------ Material provided ------

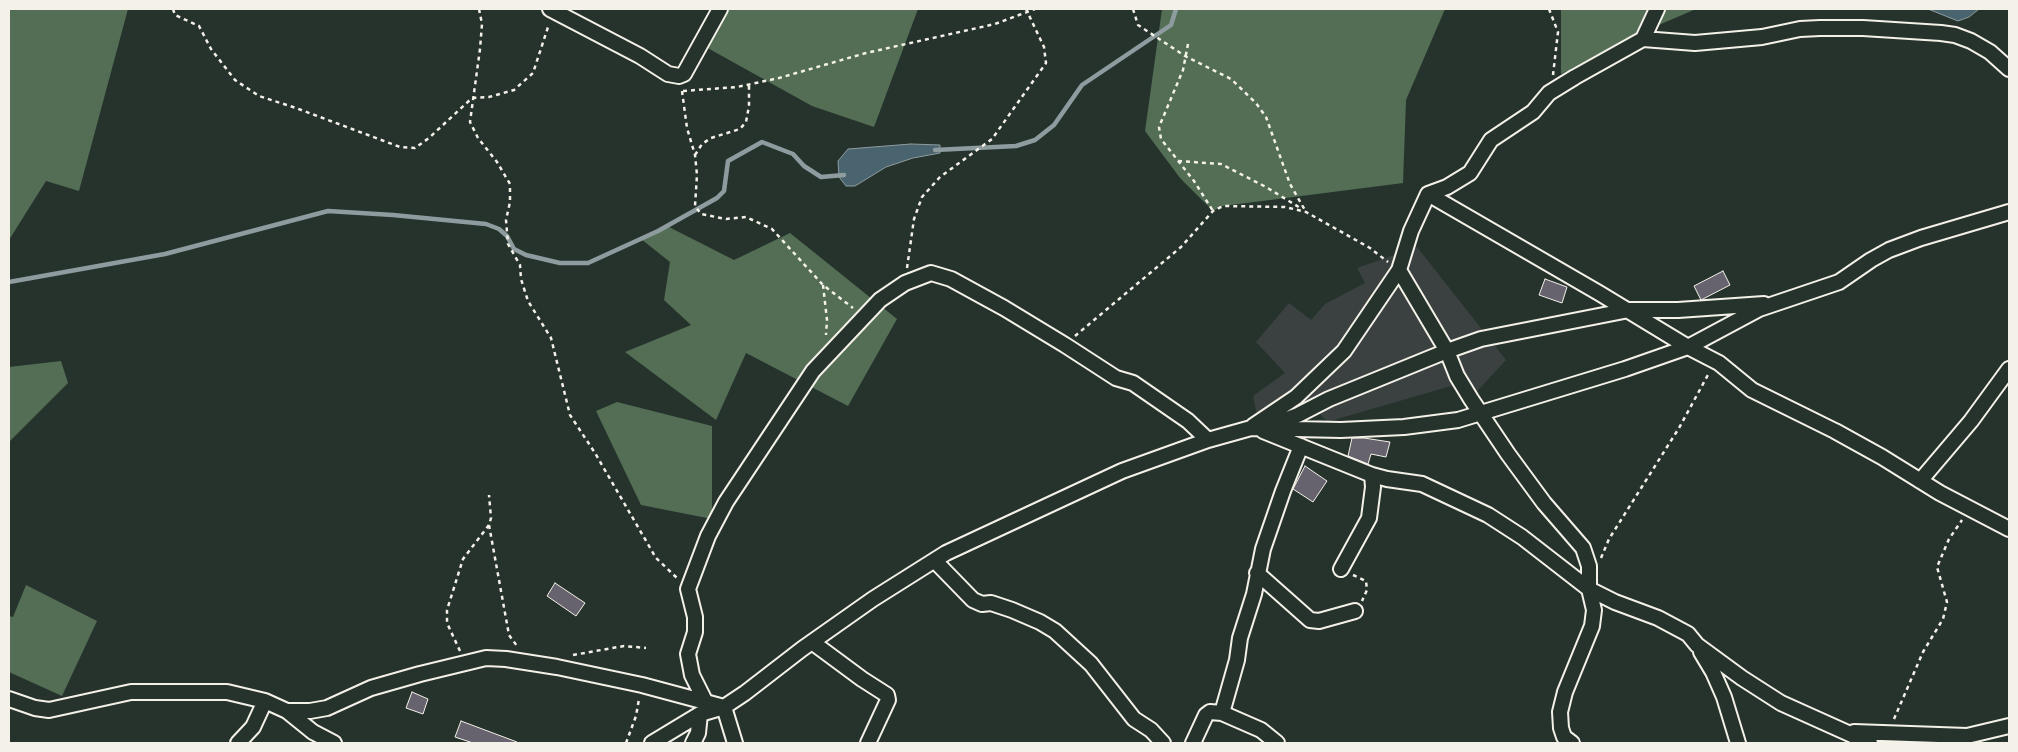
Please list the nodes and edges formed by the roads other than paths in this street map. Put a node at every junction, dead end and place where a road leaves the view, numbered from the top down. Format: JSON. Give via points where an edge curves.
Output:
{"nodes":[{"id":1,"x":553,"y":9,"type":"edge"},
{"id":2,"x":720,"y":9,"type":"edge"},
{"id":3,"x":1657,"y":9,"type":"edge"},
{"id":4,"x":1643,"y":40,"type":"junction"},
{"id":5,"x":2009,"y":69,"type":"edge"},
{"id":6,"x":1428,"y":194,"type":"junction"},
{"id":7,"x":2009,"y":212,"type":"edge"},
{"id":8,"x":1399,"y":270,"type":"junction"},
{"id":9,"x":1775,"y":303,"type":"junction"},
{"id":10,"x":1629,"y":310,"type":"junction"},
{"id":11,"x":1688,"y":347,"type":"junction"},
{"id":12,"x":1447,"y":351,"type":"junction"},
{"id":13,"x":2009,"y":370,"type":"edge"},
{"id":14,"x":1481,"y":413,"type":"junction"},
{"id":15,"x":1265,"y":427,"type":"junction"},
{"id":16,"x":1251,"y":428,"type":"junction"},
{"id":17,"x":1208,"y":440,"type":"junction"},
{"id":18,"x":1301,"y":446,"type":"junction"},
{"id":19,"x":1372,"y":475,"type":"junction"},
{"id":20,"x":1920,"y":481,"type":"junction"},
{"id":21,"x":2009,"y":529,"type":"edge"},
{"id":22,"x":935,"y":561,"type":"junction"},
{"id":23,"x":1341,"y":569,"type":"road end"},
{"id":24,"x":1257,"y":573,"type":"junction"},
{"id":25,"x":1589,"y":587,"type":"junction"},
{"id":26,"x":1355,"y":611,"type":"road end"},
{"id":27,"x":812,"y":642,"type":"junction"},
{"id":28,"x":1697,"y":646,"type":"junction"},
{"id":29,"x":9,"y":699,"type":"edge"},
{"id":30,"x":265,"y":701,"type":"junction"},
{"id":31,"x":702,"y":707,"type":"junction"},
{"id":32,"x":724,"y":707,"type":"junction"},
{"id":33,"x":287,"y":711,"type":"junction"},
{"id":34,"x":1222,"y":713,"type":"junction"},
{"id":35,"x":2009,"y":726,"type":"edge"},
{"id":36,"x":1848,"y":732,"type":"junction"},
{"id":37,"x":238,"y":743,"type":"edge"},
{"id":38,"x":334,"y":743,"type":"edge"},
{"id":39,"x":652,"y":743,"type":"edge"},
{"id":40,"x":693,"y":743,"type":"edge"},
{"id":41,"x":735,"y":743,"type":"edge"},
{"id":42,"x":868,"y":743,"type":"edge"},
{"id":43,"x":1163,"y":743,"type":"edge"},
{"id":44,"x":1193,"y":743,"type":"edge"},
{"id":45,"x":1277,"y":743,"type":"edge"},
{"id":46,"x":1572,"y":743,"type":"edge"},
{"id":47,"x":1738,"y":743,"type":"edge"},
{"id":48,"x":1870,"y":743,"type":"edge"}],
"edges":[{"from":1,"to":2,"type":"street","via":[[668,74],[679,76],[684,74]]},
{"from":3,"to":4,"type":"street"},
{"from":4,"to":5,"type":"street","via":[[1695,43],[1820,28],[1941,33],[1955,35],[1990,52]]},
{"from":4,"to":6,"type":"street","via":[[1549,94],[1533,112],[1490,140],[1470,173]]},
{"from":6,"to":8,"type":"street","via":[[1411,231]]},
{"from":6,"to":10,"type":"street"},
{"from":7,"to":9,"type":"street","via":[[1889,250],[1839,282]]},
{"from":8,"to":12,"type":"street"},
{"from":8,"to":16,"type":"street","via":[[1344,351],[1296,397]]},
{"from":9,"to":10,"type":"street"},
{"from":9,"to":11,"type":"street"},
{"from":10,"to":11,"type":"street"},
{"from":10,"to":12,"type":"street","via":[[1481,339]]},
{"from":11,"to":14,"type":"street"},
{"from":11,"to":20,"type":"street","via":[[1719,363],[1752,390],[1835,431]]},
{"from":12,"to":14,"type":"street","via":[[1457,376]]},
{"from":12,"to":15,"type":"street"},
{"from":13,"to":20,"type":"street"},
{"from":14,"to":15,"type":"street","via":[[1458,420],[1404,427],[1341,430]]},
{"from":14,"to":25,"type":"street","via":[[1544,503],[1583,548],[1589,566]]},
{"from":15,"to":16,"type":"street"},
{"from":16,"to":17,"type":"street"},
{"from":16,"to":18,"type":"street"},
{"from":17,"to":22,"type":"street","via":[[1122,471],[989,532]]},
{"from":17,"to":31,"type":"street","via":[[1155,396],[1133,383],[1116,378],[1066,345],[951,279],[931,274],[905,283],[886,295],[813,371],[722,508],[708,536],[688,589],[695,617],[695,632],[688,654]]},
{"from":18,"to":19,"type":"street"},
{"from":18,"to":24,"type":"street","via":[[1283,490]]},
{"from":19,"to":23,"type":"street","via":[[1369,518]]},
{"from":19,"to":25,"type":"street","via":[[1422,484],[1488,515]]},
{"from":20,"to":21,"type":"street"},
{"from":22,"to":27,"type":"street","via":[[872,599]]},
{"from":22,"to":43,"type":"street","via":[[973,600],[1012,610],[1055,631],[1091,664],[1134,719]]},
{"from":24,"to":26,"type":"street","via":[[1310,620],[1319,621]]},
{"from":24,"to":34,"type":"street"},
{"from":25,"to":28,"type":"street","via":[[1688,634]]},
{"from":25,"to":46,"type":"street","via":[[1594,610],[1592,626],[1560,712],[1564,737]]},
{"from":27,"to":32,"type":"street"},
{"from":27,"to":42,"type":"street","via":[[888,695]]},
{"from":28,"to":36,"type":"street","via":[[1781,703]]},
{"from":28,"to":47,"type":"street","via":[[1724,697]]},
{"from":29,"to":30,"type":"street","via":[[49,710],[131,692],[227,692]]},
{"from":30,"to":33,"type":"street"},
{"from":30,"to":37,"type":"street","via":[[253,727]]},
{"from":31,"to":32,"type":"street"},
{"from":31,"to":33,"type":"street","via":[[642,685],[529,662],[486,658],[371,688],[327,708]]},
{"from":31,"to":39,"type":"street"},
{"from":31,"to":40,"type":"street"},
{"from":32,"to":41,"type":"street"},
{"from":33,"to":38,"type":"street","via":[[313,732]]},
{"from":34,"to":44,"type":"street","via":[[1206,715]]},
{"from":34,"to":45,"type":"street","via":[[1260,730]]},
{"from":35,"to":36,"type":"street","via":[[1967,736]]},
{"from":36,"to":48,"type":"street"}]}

------

→ **Problem to work on**
Where a line in the listing above contains "nodes", copy that line.

→ **Completed exercise**
Please list the nodes and edges formed by the roads other than paths in this street map. Put a node at every junction, dead end and place where a road leaves the view, numbered from the top down. Format: JSON. Give via points where an edge curves.
{"nodes":[{"id":1,"x":553,"y":9,"type":"edge"},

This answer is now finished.